My how things have changed

Liza Featherstone

In the opening scene of Impeachment: American Crime Story, FX's riveting (and only-lightly fictionalized) series on Bill Clinton's 1998 impeachment, a young Monica Lewinsky (Beanie Feldstein) goes to meet her colleague Linda Tripp (Sarah Paulson) for coffee in the mall. It's a dramatic scene, because the coffee date is a setup: FBI agents are about to show up and detain Lewinsky for hours in a hotel, browbeating her to tell them all the details of her now-famous affair with the president. But before any of that happens, there's a stray, well-chosen detail: Monica buys Jane magazine, a nod to the youthful, cheeky, sex-positive feminism associated with that time. It's like the whalebone corset in a costume drama, that visual shot that reminds you that this story takes place, not in the present, but in a specific time now past. That image announces: We're in the 1990s now.

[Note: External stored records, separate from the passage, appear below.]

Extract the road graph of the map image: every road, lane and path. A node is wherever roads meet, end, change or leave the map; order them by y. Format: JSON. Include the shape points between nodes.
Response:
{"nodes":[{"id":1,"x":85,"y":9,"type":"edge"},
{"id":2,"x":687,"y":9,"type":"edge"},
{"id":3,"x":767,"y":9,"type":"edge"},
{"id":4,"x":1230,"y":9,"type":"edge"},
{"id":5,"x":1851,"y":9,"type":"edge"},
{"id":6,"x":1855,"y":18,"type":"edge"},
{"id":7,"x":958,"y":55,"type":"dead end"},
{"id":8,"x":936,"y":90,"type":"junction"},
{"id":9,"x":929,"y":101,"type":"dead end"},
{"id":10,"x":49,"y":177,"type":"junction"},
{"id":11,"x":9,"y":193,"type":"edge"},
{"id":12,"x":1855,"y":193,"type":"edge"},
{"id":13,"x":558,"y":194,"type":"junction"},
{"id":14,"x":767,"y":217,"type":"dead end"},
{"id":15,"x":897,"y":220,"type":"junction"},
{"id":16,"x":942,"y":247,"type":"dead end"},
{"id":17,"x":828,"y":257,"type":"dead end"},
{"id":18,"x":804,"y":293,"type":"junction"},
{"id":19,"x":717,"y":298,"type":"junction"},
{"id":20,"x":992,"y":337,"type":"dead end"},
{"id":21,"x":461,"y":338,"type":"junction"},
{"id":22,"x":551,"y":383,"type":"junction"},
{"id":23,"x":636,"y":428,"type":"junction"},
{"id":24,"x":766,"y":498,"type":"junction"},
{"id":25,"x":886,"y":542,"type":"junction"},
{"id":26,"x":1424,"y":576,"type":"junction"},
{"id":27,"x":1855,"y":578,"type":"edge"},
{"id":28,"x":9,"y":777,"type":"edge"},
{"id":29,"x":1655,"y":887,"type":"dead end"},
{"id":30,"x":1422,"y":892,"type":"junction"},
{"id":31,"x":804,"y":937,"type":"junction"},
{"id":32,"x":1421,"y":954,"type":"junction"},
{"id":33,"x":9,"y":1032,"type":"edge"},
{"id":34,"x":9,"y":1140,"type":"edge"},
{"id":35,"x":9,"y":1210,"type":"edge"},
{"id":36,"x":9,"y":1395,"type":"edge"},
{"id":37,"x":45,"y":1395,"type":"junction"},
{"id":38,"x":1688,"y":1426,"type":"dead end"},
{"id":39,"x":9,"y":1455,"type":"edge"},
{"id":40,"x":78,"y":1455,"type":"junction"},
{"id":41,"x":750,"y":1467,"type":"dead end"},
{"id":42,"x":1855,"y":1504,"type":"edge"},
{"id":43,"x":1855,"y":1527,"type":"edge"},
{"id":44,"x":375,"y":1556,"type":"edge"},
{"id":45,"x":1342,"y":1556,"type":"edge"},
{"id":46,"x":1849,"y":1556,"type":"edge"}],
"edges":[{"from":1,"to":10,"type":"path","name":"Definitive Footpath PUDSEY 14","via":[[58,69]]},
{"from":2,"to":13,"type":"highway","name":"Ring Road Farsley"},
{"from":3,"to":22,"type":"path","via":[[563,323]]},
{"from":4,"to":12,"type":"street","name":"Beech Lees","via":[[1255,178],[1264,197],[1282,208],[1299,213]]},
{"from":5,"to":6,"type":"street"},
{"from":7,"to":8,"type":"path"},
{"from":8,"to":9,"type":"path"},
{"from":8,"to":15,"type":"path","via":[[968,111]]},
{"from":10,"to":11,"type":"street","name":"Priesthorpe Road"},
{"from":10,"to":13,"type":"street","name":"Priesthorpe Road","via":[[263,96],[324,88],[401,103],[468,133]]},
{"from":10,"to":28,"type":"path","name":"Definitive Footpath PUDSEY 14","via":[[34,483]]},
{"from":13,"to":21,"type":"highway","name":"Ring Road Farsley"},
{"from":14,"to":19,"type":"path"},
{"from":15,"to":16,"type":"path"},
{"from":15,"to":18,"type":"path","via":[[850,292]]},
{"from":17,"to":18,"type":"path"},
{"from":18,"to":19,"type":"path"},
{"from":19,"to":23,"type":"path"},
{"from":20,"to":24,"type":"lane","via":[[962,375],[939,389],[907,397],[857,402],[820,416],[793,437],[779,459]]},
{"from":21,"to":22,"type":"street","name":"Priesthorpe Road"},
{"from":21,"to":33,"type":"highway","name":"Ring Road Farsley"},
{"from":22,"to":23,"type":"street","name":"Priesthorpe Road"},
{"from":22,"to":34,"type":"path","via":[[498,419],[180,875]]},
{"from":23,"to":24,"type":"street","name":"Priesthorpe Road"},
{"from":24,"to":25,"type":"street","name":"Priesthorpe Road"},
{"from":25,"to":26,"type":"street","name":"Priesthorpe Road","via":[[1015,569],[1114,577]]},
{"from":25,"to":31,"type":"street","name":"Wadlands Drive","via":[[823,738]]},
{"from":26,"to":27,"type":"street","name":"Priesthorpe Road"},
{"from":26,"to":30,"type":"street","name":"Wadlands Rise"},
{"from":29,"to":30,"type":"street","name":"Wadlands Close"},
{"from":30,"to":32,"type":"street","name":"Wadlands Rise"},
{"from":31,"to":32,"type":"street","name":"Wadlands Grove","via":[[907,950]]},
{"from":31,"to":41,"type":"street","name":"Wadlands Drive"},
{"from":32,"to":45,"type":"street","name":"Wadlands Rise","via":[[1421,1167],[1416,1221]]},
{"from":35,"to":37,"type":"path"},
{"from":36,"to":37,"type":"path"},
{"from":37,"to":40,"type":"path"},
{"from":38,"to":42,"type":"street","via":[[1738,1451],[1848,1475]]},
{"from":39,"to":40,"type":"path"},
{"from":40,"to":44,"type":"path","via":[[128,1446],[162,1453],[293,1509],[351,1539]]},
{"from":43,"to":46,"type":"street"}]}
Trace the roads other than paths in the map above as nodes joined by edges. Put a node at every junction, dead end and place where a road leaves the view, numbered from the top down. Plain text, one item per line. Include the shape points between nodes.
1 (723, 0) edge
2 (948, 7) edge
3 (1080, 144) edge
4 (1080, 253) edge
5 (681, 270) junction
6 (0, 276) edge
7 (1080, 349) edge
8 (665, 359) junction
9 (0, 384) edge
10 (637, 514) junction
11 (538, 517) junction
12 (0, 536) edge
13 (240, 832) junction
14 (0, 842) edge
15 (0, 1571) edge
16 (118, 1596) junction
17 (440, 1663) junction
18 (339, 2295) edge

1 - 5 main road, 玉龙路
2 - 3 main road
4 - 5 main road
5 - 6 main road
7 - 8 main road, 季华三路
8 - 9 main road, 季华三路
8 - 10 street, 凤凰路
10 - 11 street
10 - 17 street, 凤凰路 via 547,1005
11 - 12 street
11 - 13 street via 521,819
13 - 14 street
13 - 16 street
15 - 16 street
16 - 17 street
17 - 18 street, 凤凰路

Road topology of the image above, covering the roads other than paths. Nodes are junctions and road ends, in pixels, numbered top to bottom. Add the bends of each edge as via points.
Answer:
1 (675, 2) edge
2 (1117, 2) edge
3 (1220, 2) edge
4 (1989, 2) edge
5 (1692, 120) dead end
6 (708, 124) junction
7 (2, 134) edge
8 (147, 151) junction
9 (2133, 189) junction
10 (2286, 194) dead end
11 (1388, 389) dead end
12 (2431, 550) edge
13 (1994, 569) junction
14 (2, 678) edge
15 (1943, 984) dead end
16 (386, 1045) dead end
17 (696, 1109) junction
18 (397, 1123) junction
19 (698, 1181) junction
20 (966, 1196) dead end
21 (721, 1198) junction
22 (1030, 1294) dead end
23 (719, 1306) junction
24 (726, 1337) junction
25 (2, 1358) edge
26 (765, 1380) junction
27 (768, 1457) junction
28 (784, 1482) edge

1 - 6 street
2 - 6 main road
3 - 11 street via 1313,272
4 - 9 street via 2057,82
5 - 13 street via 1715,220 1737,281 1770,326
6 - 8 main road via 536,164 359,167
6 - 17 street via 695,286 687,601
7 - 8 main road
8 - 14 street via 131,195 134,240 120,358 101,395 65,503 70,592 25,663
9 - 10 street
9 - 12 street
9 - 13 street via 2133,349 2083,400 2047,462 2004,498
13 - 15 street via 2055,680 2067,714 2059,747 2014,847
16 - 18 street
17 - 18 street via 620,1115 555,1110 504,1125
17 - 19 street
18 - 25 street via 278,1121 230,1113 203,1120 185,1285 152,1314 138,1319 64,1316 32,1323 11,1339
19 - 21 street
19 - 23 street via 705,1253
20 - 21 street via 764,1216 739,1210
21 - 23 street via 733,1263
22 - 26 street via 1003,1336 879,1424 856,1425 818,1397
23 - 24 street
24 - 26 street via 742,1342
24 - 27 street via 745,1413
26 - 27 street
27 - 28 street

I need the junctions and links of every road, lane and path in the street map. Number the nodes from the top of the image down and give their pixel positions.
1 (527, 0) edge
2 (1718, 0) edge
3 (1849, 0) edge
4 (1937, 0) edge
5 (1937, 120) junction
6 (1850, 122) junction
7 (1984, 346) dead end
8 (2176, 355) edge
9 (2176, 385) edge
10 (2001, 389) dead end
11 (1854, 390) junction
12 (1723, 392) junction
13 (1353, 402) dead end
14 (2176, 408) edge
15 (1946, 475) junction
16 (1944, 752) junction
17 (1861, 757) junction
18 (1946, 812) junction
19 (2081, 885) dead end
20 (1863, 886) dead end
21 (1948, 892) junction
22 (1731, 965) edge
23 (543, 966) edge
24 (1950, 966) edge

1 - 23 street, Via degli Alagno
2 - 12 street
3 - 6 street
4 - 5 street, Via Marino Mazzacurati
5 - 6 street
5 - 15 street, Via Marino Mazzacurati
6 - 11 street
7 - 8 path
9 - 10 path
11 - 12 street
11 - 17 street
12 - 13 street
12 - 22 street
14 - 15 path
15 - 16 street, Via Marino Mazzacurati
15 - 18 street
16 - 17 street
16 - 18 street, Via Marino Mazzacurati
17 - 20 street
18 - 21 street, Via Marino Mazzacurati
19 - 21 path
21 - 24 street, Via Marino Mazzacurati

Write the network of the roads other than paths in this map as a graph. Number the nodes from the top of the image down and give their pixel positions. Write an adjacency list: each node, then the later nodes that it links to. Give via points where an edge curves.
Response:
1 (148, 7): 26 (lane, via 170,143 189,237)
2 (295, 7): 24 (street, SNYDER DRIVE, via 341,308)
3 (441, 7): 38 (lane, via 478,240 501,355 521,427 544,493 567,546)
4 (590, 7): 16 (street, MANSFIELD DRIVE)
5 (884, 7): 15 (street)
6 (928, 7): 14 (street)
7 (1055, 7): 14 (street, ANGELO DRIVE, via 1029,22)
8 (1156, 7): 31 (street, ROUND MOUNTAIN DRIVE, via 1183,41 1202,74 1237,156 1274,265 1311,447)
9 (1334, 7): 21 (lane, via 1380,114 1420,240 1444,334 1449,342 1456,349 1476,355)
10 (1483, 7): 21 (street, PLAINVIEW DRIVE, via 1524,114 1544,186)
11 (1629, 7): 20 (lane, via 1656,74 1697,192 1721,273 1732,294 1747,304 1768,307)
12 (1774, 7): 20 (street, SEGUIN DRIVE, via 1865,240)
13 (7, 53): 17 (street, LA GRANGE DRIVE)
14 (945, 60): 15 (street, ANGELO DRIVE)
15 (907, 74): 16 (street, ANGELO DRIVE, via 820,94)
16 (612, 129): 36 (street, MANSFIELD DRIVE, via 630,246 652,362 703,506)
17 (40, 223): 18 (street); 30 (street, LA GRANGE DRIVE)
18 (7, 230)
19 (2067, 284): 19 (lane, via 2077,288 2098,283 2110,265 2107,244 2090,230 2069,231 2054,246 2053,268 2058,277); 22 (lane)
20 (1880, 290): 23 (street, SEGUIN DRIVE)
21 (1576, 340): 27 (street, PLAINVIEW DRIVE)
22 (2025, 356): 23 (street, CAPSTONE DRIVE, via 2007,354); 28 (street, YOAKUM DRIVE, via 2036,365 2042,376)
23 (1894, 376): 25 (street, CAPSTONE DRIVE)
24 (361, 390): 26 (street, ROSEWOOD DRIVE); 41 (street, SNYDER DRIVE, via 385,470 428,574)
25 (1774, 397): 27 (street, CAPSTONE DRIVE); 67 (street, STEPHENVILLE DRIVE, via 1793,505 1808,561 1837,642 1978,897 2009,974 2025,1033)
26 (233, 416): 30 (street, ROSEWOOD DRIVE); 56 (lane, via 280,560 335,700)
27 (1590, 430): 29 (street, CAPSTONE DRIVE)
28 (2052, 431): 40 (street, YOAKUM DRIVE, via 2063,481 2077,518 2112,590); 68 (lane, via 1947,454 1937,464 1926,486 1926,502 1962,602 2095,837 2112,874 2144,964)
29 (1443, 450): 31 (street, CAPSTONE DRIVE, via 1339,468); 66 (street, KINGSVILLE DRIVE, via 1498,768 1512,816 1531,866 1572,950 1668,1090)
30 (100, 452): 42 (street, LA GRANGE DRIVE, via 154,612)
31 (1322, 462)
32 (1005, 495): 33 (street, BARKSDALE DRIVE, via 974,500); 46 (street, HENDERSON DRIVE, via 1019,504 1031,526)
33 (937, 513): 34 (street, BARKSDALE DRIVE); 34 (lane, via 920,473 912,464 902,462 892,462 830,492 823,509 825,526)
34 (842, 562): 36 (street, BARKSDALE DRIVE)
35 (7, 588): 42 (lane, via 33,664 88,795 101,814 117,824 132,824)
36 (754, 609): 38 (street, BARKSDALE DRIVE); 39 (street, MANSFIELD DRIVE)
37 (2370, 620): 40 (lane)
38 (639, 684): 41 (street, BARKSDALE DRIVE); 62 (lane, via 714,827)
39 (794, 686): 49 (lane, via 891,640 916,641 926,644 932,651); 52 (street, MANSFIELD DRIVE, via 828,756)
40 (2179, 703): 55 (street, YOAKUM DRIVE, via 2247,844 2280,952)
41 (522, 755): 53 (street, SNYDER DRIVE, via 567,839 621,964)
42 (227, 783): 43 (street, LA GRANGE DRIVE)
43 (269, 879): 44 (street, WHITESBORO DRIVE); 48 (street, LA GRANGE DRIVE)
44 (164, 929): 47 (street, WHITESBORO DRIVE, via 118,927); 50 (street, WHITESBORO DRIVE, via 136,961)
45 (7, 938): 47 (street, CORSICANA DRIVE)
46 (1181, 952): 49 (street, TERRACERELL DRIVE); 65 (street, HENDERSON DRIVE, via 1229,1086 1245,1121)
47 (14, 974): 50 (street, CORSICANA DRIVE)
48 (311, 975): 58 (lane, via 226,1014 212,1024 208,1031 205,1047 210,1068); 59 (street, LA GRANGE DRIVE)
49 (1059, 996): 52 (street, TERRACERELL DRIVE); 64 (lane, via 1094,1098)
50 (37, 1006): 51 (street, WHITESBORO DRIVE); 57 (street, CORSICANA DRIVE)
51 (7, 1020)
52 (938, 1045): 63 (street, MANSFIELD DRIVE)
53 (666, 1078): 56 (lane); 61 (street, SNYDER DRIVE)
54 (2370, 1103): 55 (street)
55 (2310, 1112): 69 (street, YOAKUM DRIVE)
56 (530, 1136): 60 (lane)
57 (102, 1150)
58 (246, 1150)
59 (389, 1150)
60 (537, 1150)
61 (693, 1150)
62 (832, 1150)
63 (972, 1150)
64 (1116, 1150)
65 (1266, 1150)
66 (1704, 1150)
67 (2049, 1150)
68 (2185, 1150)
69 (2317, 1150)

I'm of the same generation as Monica Lewinsky -- four years older -- so along with Jane magazine, I remember the Clinton impeachment, and Lewinsky's situation, vividly. In addition to telling its sordid, complicated, and highly political tale with moral balance and brio, Impeachment: American Crime Story (based on Jeffrey Toobin's 2021 book, A Vast Conspiracy) also succeeds as historical drama, capturing its time, from its earnest and playful elevation of women's sexual agency to the harsh sexism directed at any woman in the public eye. Like the best historical fiction, it also brings some of today's perspective to its storytelling. The series is informed by contemporary #metoo politics and a sober perspective on the gender politics at the turn of last century.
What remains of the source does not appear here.